- **PROBLEM DESCRIPTION**: Reproduce exactly the line that contains "middle mcp: (984, 774)" and all lines that follow it in the records below, ending with the last one.

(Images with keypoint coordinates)
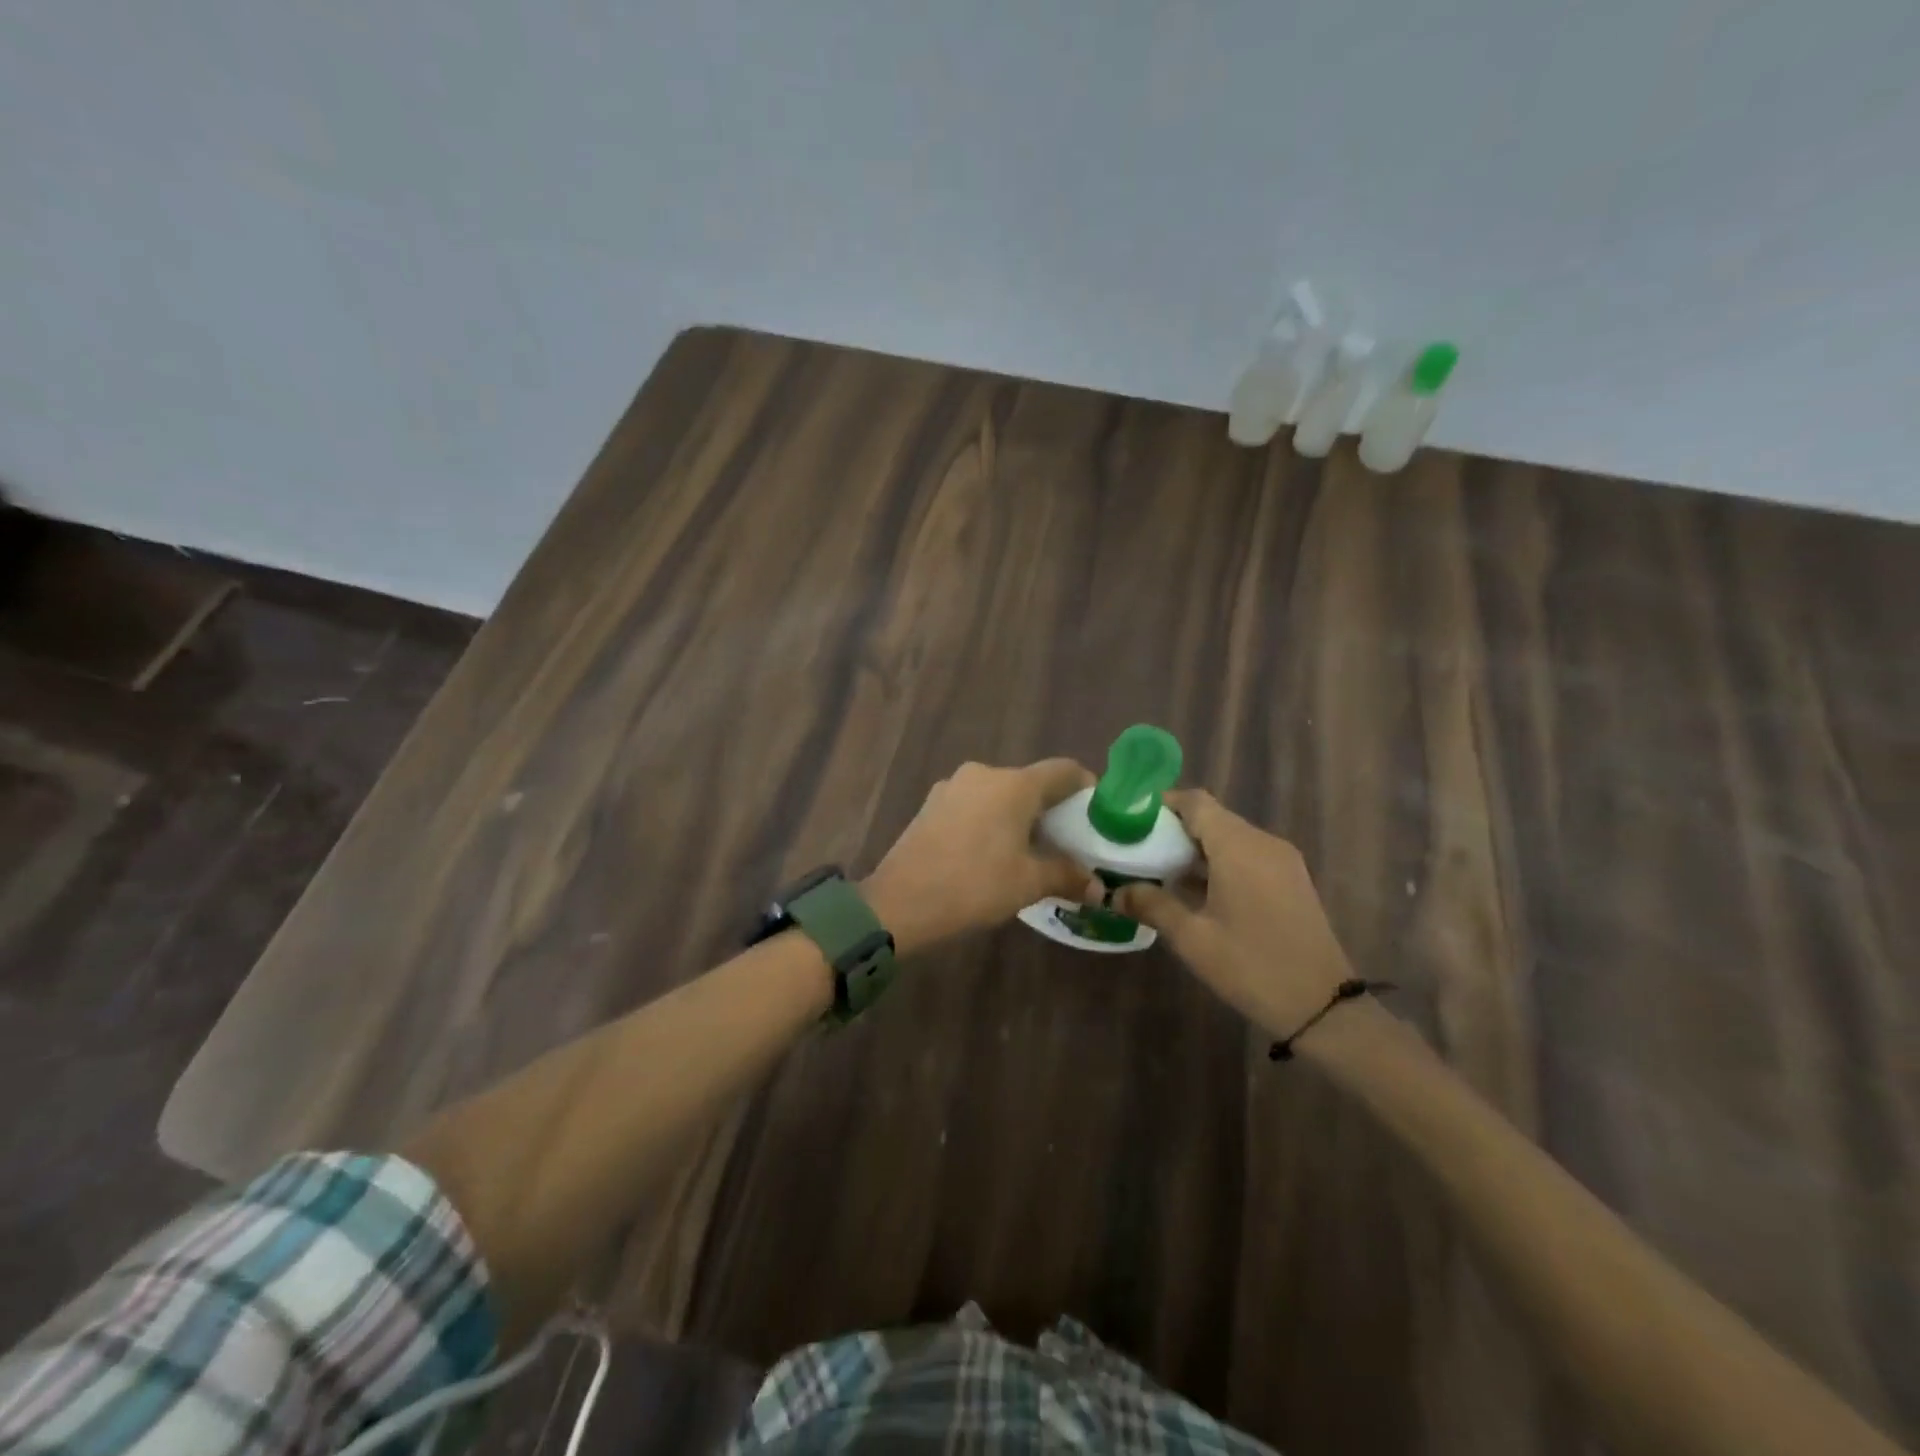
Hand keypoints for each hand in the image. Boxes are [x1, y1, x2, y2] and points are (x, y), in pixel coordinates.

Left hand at [863, 759, 1094, 953]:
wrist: (900, 902)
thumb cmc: (974, 885)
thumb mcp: (1028, 883)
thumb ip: (1066, 875)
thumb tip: (1098, 886)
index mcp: (1013, 785)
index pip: (1062, 770)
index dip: (1085, 786)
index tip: (1096, 812)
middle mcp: (984, 774)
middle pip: (1029, 782)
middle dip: (1050, 807)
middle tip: (1066, 840)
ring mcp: (952, 786)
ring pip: (998, 793)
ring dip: (1017, 815)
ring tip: (1029, 849)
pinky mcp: (931, 804)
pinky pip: (973, 804)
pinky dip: (990, 819)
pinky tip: (990, 851)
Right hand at [1116, 790, 1353, 1034]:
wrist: (1323, 1008)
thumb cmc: (1252, 967)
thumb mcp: (1192, 938)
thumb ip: (1152, 906)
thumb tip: (1116, 892)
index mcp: (1239, 847)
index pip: (1195, 802)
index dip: (1161, 805)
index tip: (1131, 822)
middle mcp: (1263, 843)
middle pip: (1212, 817)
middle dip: (1173, 830)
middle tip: (1138, 850)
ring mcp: (1282, 861)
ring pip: (1229, 837)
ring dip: (1195, 849)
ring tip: (1159, 871)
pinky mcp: (1291, 880)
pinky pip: (1247, 856)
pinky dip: (1218, 863)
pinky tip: (1195, 892)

- **YOUR SOLUTION**:
middle mcp: (984, 774)
middle pip: (1029, 782)
middle dip: (1050, 807)
middle tip: (1066, 840)
ring mcp: (952, 786)
ring pip: (998, 793)
ring dip: (1017, 815)
ring tip: (1029, 849)
pinky mcp: (931, 804)
pinky pip: (973, 804)
pinky dip: (990, 819)
pinky tip: (990, 851)
Right hand at [1116, 790, 1353, 1034]:
wrist: (1323, 1008)
thumb cmc: (1252, 967)
thumb mcp: (1192, 938)
thumb ip: (1152, 906)
thumb tip: (1116, 892)
index mcp: (1239, 847)
index pip: (1195, 802)
index dip: (1161, 805)
index tip: (1131, 822)
middle mcp: (1263, 843)
middle pip: (1212, 817)
middle dip: (1173, 830)
middle tip: (1138, 850)
ring mcp: (1282, 861)
ring pip: (1229, 837)
ring dip: (1195, 849)
ring tip: (1159, 871)
pinky mcp: (1291, 880)
pinky pip: (1247, 856)
pinky dip: (1218, 863)
pinky tip: (1195, 892)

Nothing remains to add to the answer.